After all, the House is home to a member who has made a career out of railing against Muslims. Rep. John Bennett of Sallisaw has called Islam “a cancer” and an enemy of the American way of life. Last year he conducted an interim study on “radical Islam, Shariah Law, the Muslim Brotherhood and the radicalization process.”
The Oklahoma House once had a member who, during debate on a bill, said customers of his business “may try to Jew me down on the price. That’s fine.” When informed moments later that he had used the derisive term, he said, “Did I? All right. I apologize to the Jews. They’re good small businessmen as well.”
Then there was former Rep. Sally Kern, a staunch Christian who several years ago said the “homosexual agenda” was a greater threat to the United States than terrorism.

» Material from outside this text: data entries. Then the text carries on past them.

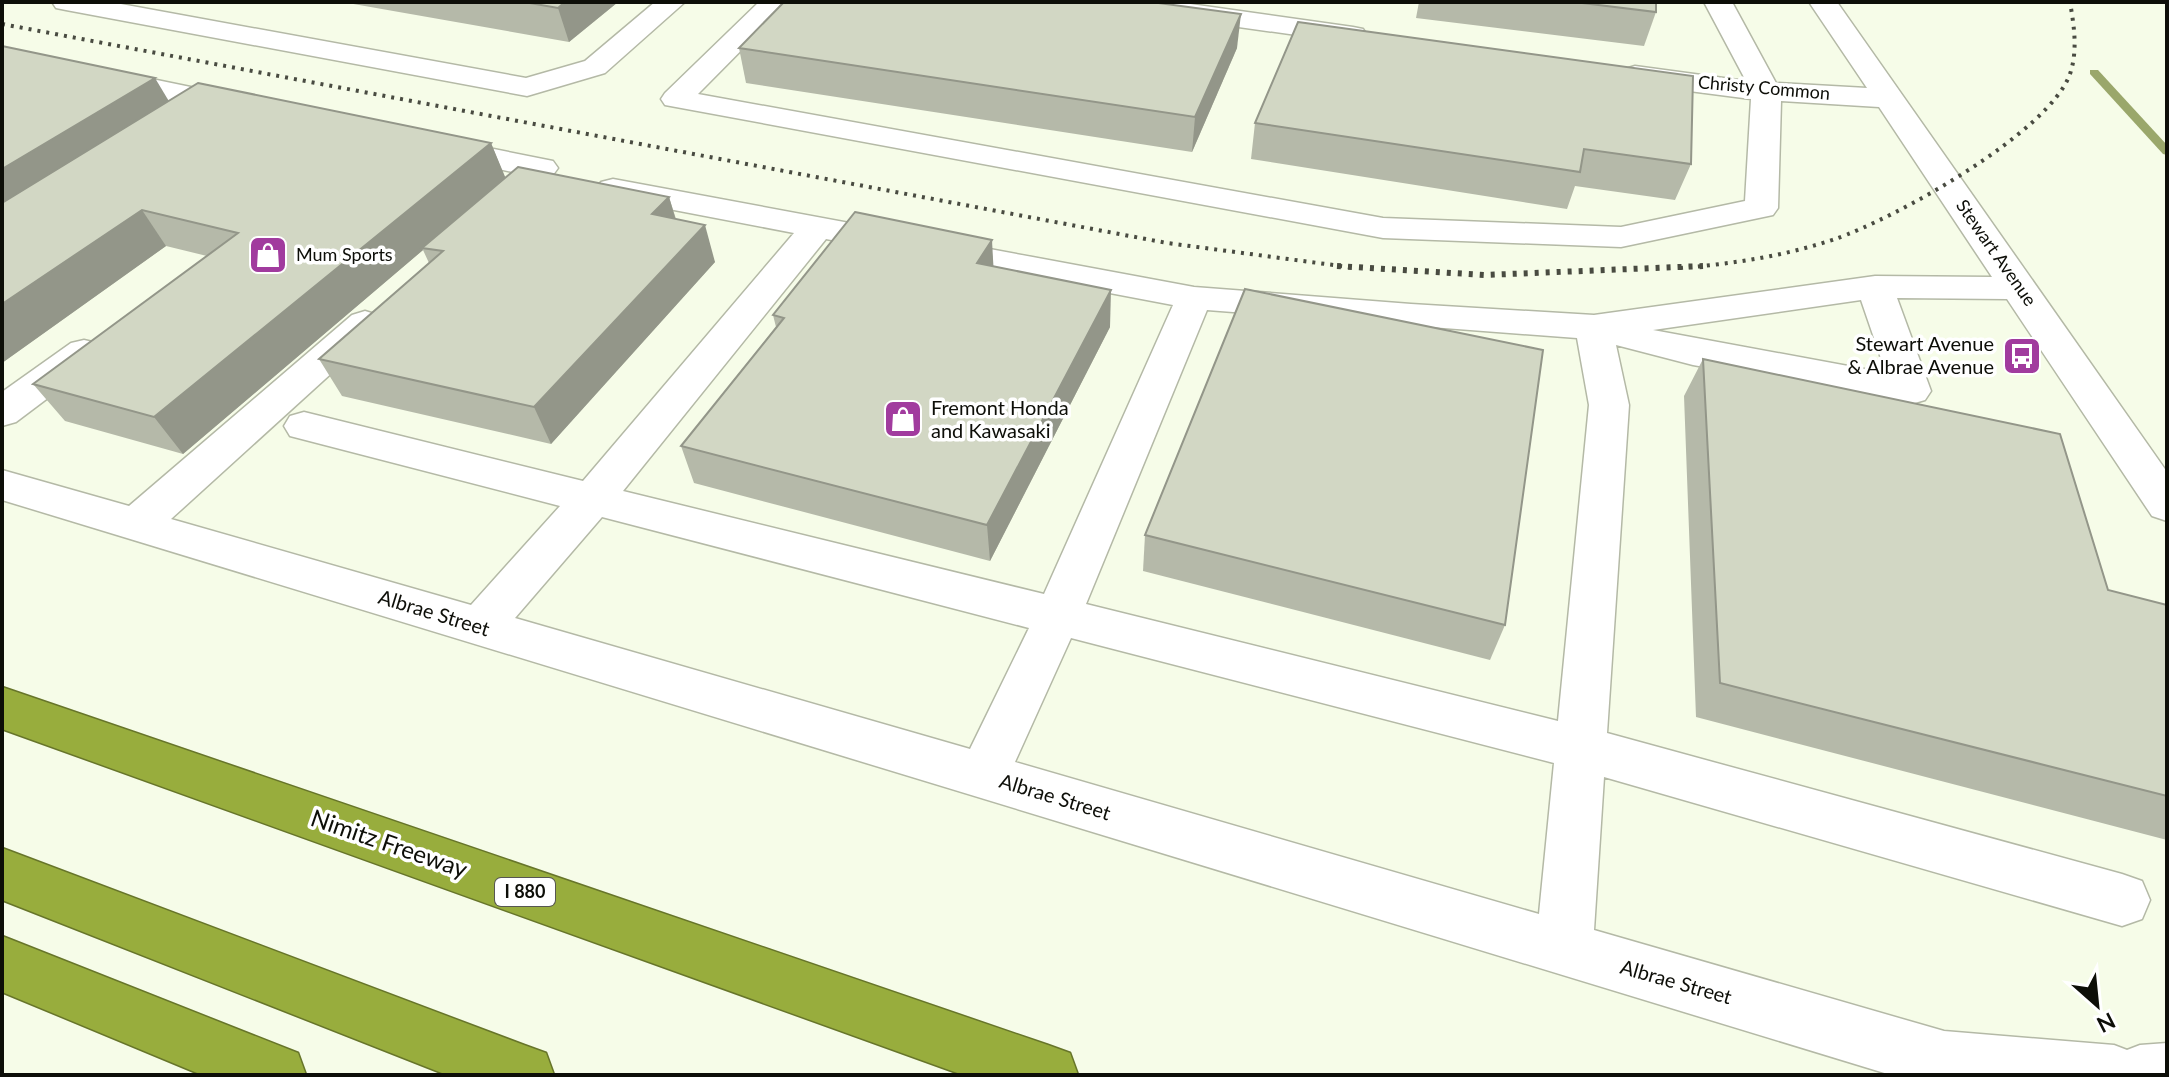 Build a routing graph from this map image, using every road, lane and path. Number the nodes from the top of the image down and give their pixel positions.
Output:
1 (66, 2) edge
2 (671, 2) edge
3 (775, 2) edge
4 (1118, 2) edge
5 (1718, 2) edge
6 (1823, 2) edge
7 (1378, 39) edge
8 (2, 57) edge
9 (1608, 71) edge
10 (1766, 91) junction
11 (1888, 98) junction
12 (218, 101) junction
13 (264, 111) edge
14 (180, 126) edge
15 (403, 140) edge
16 (579, 182) edge
17 (818, 227) junction
18 (472, 229) edge
19 (1875, 287) junction
20 (2021, 288) junction
21 (1194, 298) junction
22 (391, 300) edge
23 (1594, 327) junction
24 (114, 330) edge
25 (2, 412) edge
26 (304, 426) dead end
27 (2, 485) edge
28 (594, 497) junction
29 (2167, 505) edge
30 (136, 525) junction
31 (1058, 616) junction
32 (480, 627) junction
33 (2, 708) edge
34 (1580, 748) junction
35 (983, 776) junction
36 (2, 874) edge
37 (2122, 900) dead end
38 (1564, 949) junction
39 (2, 964) edge
40 (2167, 1073) edge
41 (276, 1075) edge
42 (524, 1075) edge
43 (1048, 1075) edge
44 (2114, 1075) edge
45 (2140, 1075) edge

1 - 2 street
3 - 10 street
4 - 7 street
5 - 10 street
6 - 11 street, Stewart Avenue
8 - 12 street
9 - 10 street, Christy Common
10 - 11 street, Christy Common
11 - 20 street, Stewart Avenue
12 - 13 street
12 - 14 street
15 - 18 street
16 - 17 street
17 - 21 street
17 - 28 street
19 - 20 street
19 - 23 street
19 - 23 street
20 - 29 street, Stewart Avenue
21 - 23 street
21 - 31 street
22 - 30 street
23 - 34 street
24 - 25 street
26 - 28 street
27 - 30 street, Albrae Street
28 - 31 street
28 - 32 street
30 - 32 street, Albrae Street
31 - 34 street
31 - 35 street
32 - 35 street, Albrae Street
33 - 43 highway, Nimitz Freeway / I 880
34 - 37 street
34 - 38 street
35 - 38 street, Albrae Street
36 - 42 highway
38 - 44 street, Albrae Street
39 - 41 highway
40 - 45 street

Thus, it’s not a stretch to think the representative who oversees the House Chaplain of the Day/Chaplain of the Week Program might encourage his colleagues not to invite non-Christians.
At an interfaith prayer service Friday at the Capitol, Imad Enchassi, senior imam of the Islamic Society of Greater Oklahoma City, noted that new guidelines issued recently by Rep. Chuck Strohm, R-Jenks, require that clergy in the program “be from the representative’s own place of worship.” Oklahoma’s House members are overwhelmingly Christian.

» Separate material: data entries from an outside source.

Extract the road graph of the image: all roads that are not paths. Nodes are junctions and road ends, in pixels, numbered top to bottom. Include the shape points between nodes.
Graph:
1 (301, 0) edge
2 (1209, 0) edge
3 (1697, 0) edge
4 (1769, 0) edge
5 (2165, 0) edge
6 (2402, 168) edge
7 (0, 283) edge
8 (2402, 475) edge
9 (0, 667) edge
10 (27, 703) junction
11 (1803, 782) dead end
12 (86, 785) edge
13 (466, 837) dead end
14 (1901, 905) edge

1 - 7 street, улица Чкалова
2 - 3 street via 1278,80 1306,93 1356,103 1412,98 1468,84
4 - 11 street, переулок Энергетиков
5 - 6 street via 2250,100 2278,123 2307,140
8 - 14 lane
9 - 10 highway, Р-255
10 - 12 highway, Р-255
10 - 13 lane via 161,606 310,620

Enchassi said he applied for the program in January 2017 after Rep. Jason Dunnington, D-Oklahoma City, nominated him, but that his application was denied later in the session with no reason given. Enchassi said he was stung by the rejection, understandably so, because “This is my state. This is my city. This is the place where I choose to raise my children.”
The Oklahoman’s Carla Hinton reported that in a letter to House colleagues in January, Strohm said the chaplain program “is not a platform for personal agendas, but an opportunity to ask for God’s wisdom and to speak blessing and hope over those who are often overwhelmed by the many voices that are converging upon them.” Fair enough, but certainly leaders of faiths other than Christianity can do that.
And, the men and women elected to the House were not sent there solely by Christian voters. As the Rev. Shannon Fleck, community engagement coordinator for the Oklahoma Conference of Churches, points out, lawmakers “represent people of all faith traditions and people of no faith traditions.”
The reaction of Carl Rubenstein, a Jew who is immediate past president of the Interfaith Alliance of Oklahoma, was spot on. Rubenstein called it “a travesty” and “an insult to the entire interfaith community.”
Christ said His followers should love their neighbors as they love themselves. The House would do well to follow that command.